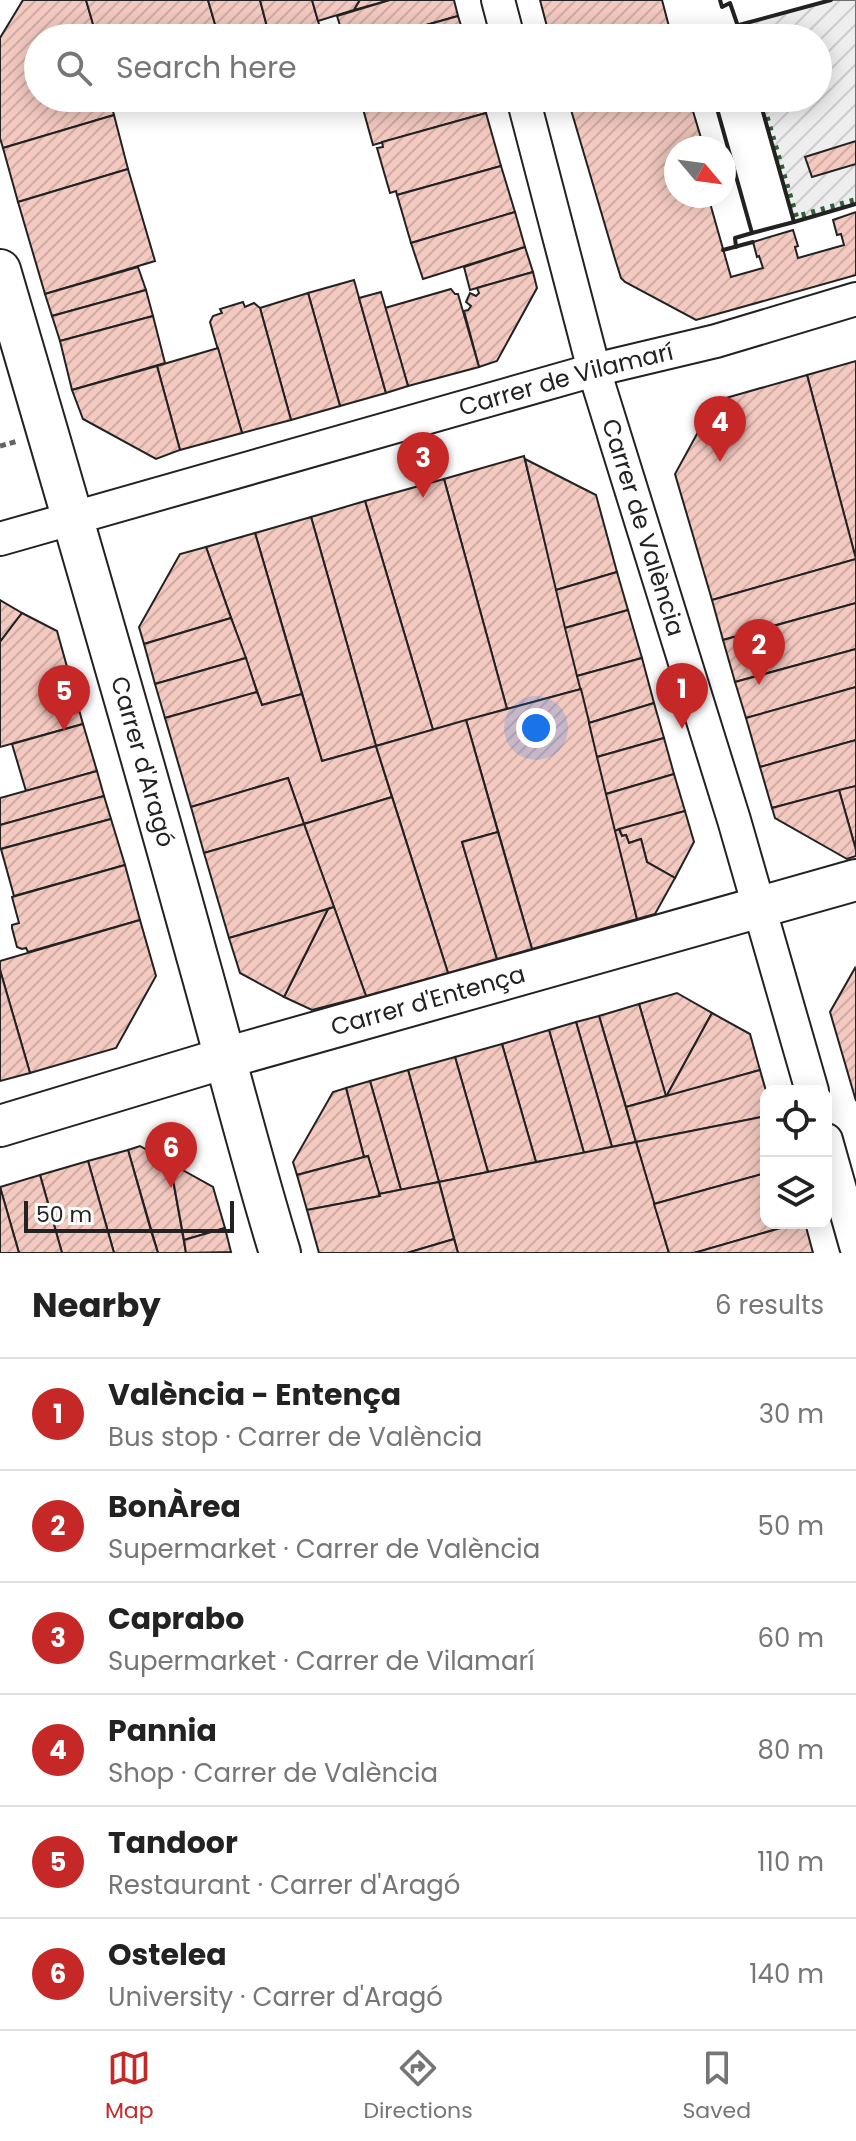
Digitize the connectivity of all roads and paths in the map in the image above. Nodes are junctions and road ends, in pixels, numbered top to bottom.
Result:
1 (498, 0) edge
2 (504, 24) edge
3 (527, 112) edge
4 (0, 270) edge
5 (856, 299) edge
6 (594, 370) junction
7 (18, 440) dead end
8 (0, 446) edge
9 (73, 518) junction
10 (0, 539) edge
11 (856, 880) edge
12 (760, 907) junction
13 (225, 1058) junction
14 (810, 1085) edge
15 (0, 1126) edge
16 (831, 1157) edge
17 (856, 1246) edge
18 (280, 1253) edge

1 - 2 street
3 - 6 street, Carrer de València
4 - 9 main road, Carrer d'Aragó
5 - 6 street, Carrer de Vilamarí
6 - 9 street, Carrer de Vilamarí
6 - 12 street, Carrer de València
7 - 8 path
9 - 10 street, Carrer de Vilamarí
9 - 13 main road, Carrer d'Aragó
11 - 12 main road, Carrer d'Entença
12 - 13 main road, Carrer d'Entença
12 - 14 street, Carrer de València
13 - 15 main road, Carrer d'Entença
13 - 18 main road, Carrer d'Aragó
16 - 17 street

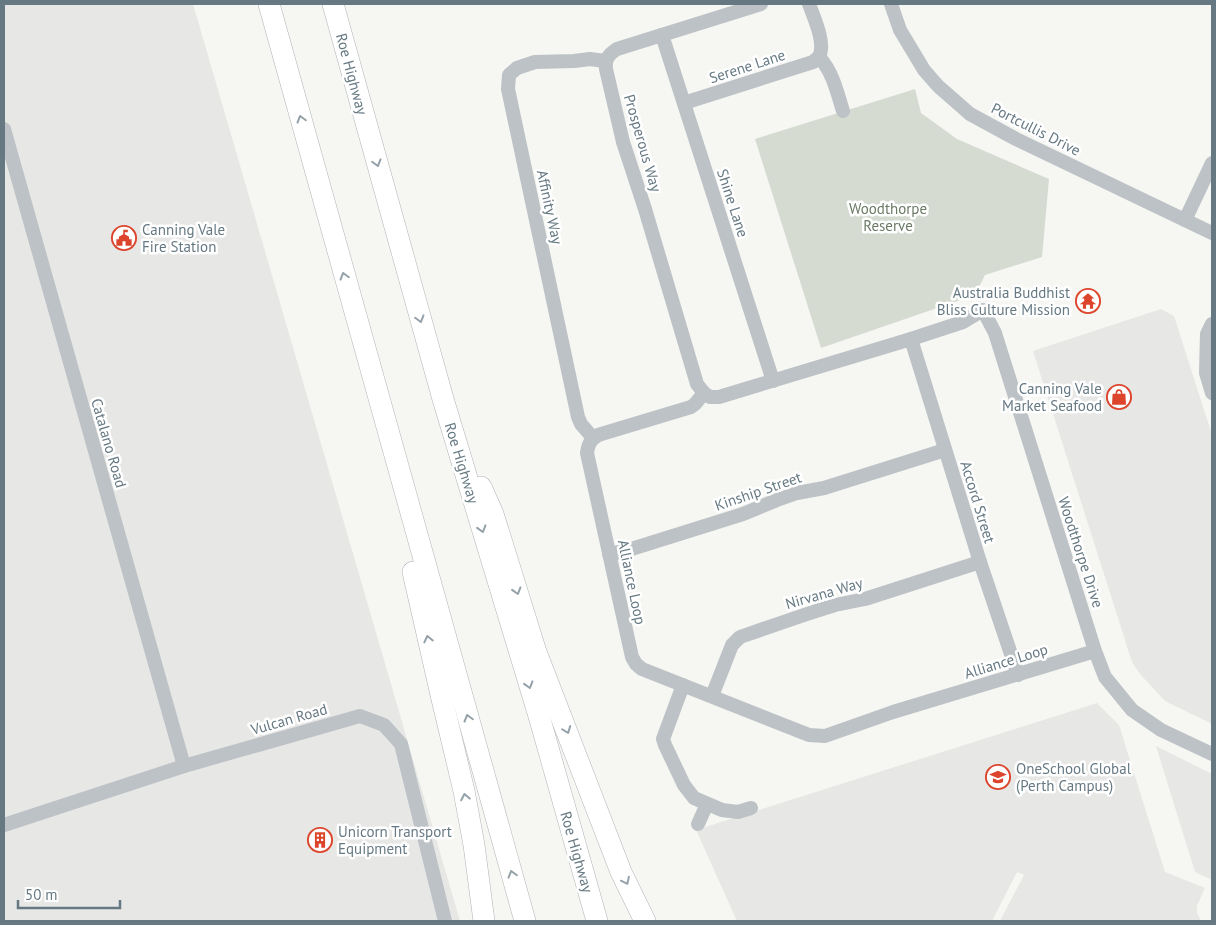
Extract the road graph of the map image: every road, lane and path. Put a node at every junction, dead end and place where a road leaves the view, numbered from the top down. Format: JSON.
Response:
{"nodes":[{"id":1,"x":269,"y":4,"type":"edge"},
{"id":2,"x":333,"y":4,"type":"edge"},
{"id":3,"x":761,"y":4,"type":"edge"},
{"id":4,"x":809,"y":4,"type":"edge"},
{"id":5,"x":892,"y":4,"type":"edge"},
{"id":6,"x":662,"y":35,"type":"junction"},
{"id":7,"x":819,"y":57,"type":"junction"},
{"id":8,"x":606,"y":61,"type":"junction"},
{"id":9,"x":684,"y":103,"type":"junction"},
{"id":10,"x":843,"y":111,"type":"dead end"},
{"id":11,"x":4,"y":129,"type":"edge"},
{"id":12,"x":1212,"y":163,"type":"edge"},
{"id":13,"x":1185,"y":220,"type":"junction"},
{"id":14,"x":1212,"y":233,"type":"edge"},
{"id":15,"x":358,"y":323,"type":"junction"},
{"id":16,"x":1212,"y":324,"type":"edge"},
{"id":17,"x":911,"y":339,"type":"junction"},
{"id":18,"x":773,"y":381,"type":"junction"},
{"id":19,"x":704,"y":393,"type":"junction"},
{"id":20,"x":1212,"y":393,"type":"edge"},
{"id":21,"x":443,"y":399,"type":"junction"},
{"id":22,"x":593,"y":438,"type":"junction"},
{"id":23,"x":945,"y":450,"type":"junction"},
{"id":24,"x":609,"y":554,"type":"junction"},
{"id":25,"x":980,"y":562,"type":"junction"},
{"id":26,"x":1095,"y":651,"type":"junction"},
{"id":27,"x":1018,"y":675,"type":"junction"},
{"id":28,"x":683,"y":685,"type":"junction"},
{"id":29,"x":712,"y":696,"type":"junction"},
{"id":30,"x":1212,"y":754,"type":"edge"},
{"id":31,"x":184,"y":766,"type":"junction"},
{"id":32,"x":707,"y":804,"type":"junction"},
{"id":33,"x":751,"y":808,"type":"dead end"},
{"id":34,"x":698,"y":824,"type":"dead end"},
{"id":35,"x":4,"y":825,"type":"edge"},
{"id":36,"x":446,"y":921,"type":"edge"},
{"id":37,"x":484,"y":921,"type":"edge"},
{"id":38,"x":525,"y":921,"type":"edge"},
{"id":39,"x":597,"y":921,"type":"edge"},
{"id":40,"x":646,"y":921,"type":"edge"}],
"edges":[{"from":15,"to":1,"type":"highway","one_way":true},
{"from":2,"to":21,"type":"highway","name":"Roe Highway","one_way":true},
{"from":3,"to":6,"type":"street"},
{"from":4,"to":7,"type":"street"},
{"from":5,"to":13,"type":"street","name":"Portcullis Drive"},
{"from":6,"to":8,"type":"street"},
{"from":6,"to":9,"type":"street","name":"Shine Lane"},
{"from":7,"to":9,"type":"street","name":"Serene Lane"},
{"from":7,"to":10,"type":"street"},
{"from":8,"to":19,"type":"street","name":"Prosperous Way"},
{"from":8,"to":22,"type":"street","name":"Affinity Way"},
{"from":9,"to":18,"type":"street","name":"Shine Lane"},
{"from":11,"to":31,"type":"street","name":"Catalano Road"},
{"from":12,"to":13,"type":"street"},
{"from":13,"to":14,"type":"street","name":"Portcullis Drive"},
{"from":37,"to":15,"type":"highway","one_way":true},
{"from":38,"to":15,"type":"highway","one_way":true},
{"from":16,"to":20,"type":"street"},
{"from":17,"to":18,"type":"street"},
{"from":17,"to":23,"type":"street","name":"Accord Street"},
{"from":17,"to":26,"type":"street","name":"Woodthorpe Drive"},
{"from":18,"to":19,"type":"street"},
{"from":19,"to":22,"type":"street"},
{"from":21,"to":39,"type":"highway","name":"Roe Highway","one_way":true},
{"from":21,"to":40,"type":"highway","one_way":true},
{"from":22,"to":24,"type":"street","name":"Alliance Loop"},
{"from":23,"to":24,"type":"street","name":"Kinship Street"},
{"from":23,"to":25,"type":"street","name":"Accord Street"},
{"from":24,"to":28,"type":"street","name":"Alliance Loop"},
{"from":25,"to":27,"type":"street","name":"Accord Street"},
{"from":25,"to":29,"type":"street","name":"Nirvana Way"},
{"from":26,"to":27,"type":"street","name":"Alliance Loop"},
{"from":26,"to":30,"type":"street","name":"Woodthorpe Drive"},
{"from":27,"to":29,"type":"street","name":"Alliance Loop"},
{"from":28,"to":29,"type":"street","name":"Alliance Loop"},
{"from":28,"to":32,"type":"street"},
{"from":31,"to":35,"type":"street","name":"Vulcan Road"},
{"from":31,"to":36,"type":"street","name":"Vulcan Road"},
{"from":32,"to":33,"type":"street"},
{"from":32,"to":34,"type":"street"}]}
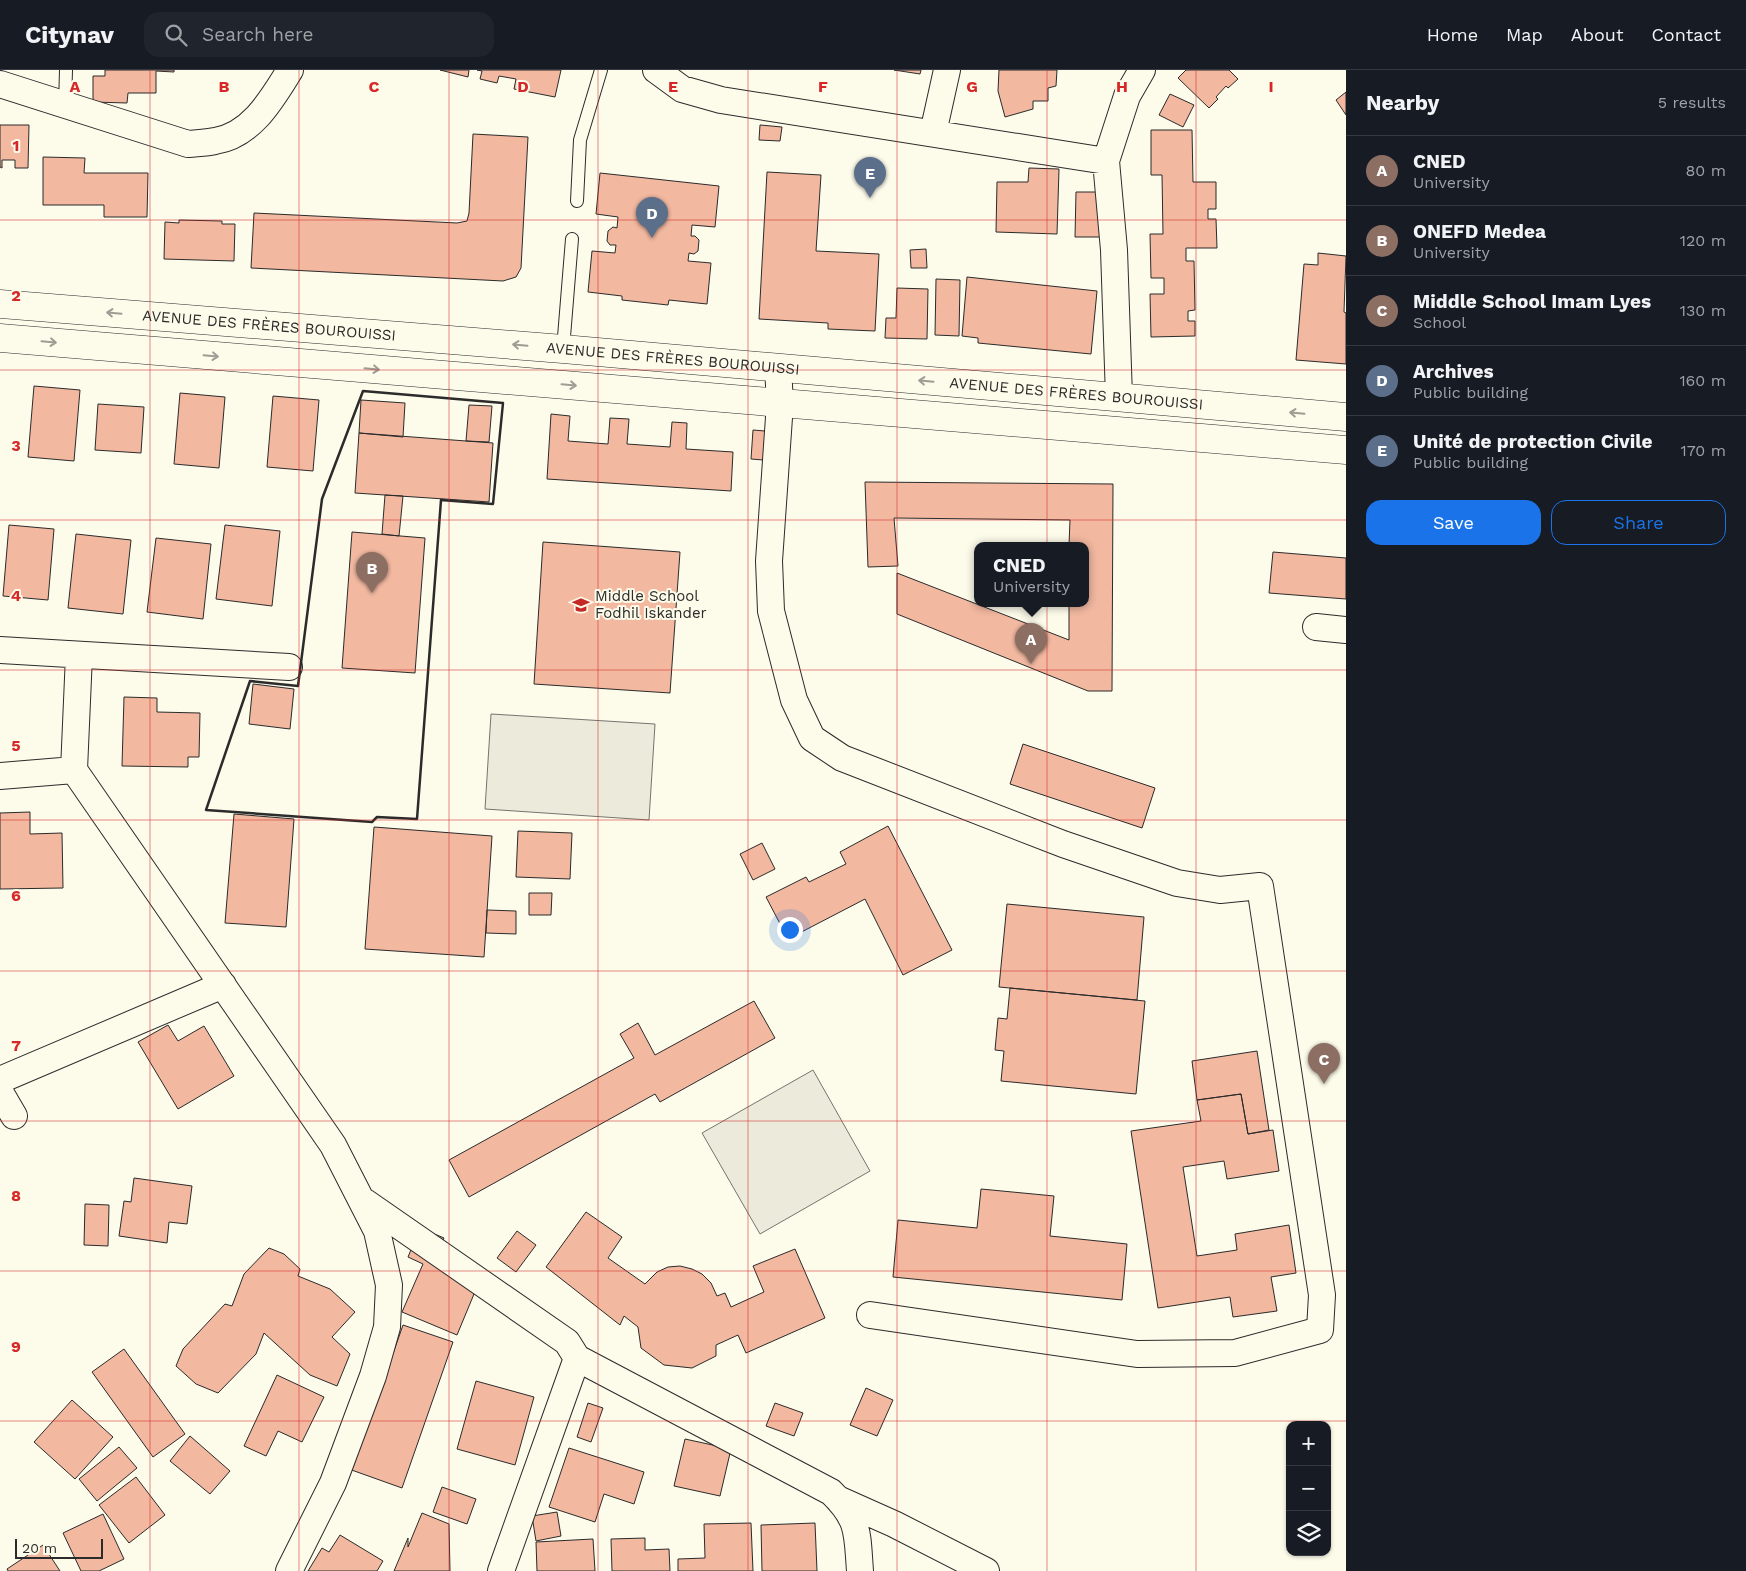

━━━━━━━━━━━━━━━━━━━━

▶ Exercise:
Whenever a line includes the word "Vilamarí", pull it out of the entries.

▶ Output below:
5 - 6 street, Carrer de Vilamarí
6 - 9 street, Carrer de Vilamarí
9 - 10 street, Carrer de Vilamarí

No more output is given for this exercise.